Exercise objective => Records follow. Select each line holding "Mayo".

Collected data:
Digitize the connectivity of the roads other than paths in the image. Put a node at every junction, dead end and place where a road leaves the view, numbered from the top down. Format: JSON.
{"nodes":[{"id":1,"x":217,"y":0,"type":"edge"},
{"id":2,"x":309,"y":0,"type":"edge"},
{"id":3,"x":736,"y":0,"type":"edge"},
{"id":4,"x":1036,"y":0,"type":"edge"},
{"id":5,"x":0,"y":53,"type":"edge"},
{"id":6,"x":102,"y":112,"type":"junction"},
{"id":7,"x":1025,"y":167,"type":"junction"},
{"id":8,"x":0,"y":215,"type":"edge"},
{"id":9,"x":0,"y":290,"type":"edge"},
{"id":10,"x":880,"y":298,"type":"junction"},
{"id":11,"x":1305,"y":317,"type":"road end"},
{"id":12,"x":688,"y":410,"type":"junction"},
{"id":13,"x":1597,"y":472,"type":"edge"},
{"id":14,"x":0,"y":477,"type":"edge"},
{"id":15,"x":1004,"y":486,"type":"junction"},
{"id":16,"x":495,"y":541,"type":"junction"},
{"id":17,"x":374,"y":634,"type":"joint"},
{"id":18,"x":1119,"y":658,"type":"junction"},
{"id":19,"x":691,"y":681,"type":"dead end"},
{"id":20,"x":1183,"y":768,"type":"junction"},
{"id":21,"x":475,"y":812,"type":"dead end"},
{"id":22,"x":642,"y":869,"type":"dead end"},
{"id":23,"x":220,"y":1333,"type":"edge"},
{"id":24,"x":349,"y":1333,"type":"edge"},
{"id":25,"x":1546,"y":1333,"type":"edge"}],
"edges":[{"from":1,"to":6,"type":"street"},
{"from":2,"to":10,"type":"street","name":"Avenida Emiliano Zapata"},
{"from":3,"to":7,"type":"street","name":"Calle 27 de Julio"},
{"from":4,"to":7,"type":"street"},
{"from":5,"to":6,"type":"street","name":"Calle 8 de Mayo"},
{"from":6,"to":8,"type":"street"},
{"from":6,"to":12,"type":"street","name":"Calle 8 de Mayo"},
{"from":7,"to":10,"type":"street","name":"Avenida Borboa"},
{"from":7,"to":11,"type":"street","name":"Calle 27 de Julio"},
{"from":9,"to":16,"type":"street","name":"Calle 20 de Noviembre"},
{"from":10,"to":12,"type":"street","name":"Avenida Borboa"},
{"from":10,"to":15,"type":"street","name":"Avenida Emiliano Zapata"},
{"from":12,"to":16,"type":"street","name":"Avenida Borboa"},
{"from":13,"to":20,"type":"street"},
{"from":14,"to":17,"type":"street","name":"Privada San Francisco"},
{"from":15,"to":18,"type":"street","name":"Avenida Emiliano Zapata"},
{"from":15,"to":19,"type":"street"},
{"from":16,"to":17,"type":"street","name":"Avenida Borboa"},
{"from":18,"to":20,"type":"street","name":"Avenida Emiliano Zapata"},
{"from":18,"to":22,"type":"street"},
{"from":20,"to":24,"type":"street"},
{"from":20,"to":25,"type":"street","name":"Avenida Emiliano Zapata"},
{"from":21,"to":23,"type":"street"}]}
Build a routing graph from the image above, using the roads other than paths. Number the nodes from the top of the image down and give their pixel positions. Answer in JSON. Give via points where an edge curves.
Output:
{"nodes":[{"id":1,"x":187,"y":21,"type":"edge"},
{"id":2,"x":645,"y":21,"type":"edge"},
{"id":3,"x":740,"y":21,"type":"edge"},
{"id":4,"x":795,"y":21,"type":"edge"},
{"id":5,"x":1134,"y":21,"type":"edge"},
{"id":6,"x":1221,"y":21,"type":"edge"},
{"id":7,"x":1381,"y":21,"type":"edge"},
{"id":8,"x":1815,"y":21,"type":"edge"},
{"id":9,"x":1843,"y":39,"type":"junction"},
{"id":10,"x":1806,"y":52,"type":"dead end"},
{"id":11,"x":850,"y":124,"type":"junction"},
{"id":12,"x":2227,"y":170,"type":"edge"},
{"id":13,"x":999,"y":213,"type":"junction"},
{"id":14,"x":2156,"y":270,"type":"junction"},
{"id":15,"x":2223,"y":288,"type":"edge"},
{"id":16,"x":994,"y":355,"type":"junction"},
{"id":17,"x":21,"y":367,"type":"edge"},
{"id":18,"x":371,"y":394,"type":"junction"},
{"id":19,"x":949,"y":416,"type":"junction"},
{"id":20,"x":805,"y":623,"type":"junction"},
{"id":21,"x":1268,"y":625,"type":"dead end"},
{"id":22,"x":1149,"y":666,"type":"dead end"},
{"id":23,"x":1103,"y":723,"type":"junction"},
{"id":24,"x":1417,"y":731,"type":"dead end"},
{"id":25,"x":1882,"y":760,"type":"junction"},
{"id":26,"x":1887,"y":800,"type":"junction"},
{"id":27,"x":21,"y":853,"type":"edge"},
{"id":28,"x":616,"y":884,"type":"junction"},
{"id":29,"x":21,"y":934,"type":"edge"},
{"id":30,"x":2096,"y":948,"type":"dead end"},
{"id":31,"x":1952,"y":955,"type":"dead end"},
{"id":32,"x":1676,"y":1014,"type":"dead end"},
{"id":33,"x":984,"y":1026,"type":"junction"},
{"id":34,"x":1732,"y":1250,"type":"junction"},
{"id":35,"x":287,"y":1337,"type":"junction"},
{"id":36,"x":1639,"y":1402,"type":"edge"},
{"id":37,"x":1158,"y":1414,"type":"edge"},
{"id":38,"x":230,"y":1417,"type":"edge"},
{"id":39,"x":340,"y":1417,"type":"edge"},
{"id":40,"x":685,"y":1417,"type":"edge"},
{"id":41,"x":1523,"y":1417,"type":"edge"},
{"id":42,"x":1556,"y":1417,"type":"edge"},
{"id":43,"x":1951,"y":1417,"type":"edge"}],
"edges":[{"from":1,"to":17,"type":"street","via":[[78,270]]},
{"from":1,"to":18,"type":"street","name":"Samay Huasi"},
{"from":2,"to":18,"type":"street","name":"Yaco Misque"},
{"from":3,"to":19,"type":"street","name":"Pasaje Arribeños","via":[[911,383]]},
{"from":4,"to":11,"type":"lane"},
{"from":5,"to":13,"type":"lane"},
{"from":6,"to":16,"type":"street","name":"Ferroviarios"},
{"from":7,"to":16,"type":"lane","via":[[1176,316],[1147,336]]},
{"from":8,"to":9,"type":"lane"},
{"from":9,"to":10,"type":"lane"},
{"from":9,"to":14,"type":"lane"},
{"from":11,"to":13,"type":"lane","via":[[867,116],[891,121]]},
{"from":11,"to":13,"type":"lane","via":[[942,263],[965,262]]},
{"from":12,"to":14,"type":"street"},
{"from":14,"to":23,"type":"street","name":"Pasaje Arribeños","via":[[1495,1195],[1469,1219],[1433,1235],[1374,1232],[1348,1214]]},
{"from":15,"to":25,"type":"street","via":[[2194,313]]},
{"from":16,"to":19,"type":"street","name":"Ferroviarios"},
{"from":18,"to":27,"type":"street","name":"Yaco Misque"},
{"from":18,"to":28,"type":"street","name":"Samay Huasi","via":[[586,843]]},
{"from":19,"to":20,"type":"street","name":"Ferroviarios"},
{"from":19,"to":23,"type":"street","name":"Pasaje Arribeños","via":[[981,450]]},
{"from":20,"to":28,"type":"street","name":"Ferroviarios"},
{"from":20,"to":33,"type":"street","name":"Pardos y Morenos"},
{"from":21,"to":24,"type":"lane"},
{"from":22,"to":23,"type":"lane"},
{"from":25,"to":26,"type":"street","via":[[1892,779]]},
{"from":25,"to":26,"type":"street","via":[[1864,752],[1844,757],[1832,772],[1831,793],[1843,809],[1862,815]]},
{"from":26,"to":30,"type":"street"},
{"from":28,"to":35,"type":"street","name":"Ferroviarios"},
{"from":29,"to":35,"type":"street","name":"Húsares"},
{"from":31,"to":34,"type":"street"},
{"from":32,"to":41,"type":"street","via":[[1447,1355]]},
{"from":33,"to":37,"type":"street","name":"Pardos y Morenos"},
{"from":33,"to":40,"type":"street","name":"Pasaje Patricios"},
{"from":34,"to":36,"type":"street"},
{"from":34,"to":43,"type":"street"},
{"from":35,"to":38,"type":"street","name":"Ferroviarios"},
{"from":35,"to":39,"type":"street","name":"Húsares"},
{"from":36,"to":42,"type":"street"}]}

Completed exercise =>
{"from":5,"to":6,"type":"street","name":"Calle 8 de Mayo"},
{"from":6,"to":12,"type":"street","name":"Calle 8 de Mayo"},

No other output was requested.